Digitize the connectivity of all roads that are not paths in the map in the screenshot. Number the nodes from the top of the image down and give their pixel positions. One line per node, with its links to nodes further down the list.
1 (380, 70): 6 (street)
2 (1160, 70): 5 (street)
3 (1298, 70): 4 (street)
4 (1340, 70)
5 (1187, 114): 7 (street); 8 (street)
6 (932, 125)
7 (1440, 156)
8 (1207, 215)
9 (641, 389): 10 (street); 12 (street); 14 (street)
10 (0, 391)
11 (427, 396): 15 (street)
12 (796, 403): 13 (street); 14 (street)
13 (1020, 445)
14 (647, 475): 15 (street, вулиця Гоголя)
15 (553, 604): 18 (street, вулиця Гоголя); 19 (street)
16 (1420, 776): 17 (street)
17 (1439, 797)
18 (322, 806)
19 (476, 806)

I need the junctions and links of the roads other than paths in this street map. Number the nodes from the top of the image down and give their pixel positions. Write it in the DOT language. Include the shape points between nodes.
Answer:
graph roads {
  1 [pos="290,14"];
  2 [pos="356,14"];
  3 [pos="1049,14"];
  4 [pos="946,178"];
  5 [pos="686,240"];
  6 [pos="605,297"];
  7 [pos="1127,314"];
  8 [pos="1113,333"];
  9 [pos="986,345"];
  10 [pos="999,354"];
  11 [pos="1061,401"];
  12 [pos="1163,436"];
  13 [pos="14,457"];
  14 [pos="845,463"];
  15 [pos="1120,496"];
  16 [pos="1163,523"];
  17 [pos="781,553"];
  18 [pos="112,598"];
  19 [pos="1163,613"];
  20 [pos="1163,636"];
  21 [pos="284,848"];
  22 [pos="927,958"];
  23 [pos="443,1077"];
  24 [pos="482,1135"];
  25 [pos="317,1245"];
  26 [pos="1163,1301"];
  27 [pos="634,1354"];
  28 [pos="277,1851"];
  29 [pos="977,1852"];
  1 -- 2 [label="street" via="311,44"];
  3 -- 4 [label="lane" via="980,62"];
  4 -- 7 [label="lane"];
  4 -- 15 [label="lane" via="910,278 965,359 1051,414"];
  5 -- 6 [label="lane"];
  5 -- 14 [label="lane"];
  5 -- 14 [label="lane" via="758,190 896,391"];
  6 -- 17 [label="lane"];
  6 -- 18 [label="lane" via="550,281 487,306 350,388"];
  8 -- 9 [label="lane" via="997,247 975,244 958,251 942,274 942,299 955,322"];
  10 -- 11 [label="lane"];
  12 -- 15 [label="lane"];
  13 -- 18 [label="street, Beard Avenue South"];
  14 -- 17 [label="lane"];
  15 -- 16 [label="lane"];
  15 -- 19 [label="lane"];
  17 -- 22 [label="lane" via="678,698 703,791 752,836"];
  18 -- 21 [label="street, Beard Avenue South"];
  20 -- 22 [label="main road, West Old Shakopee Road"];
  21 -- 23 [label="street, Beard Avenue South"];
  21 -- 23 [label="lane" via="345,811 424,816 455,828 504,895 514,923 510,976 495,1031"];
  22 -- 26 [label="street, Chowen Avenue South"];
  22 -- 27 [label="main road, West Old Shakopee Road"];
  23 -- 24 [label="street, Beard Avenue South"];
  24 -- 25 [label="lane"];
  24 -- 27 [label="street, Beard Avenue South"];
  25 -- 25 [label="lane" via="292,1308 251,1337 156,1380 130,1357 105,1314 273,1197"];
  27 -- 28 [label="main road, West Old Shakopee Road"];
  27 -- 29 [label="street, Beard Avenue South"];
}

▸ What the task asks
All lines containing "вулиця" in the material above should appear in your reply, copied exactly.

▸ Answer to this task
14 (647, 475): 15 (street, вулиця Гоголя)
15 (553, 604): 18 (street, вулиця Гоголя); 19 (street)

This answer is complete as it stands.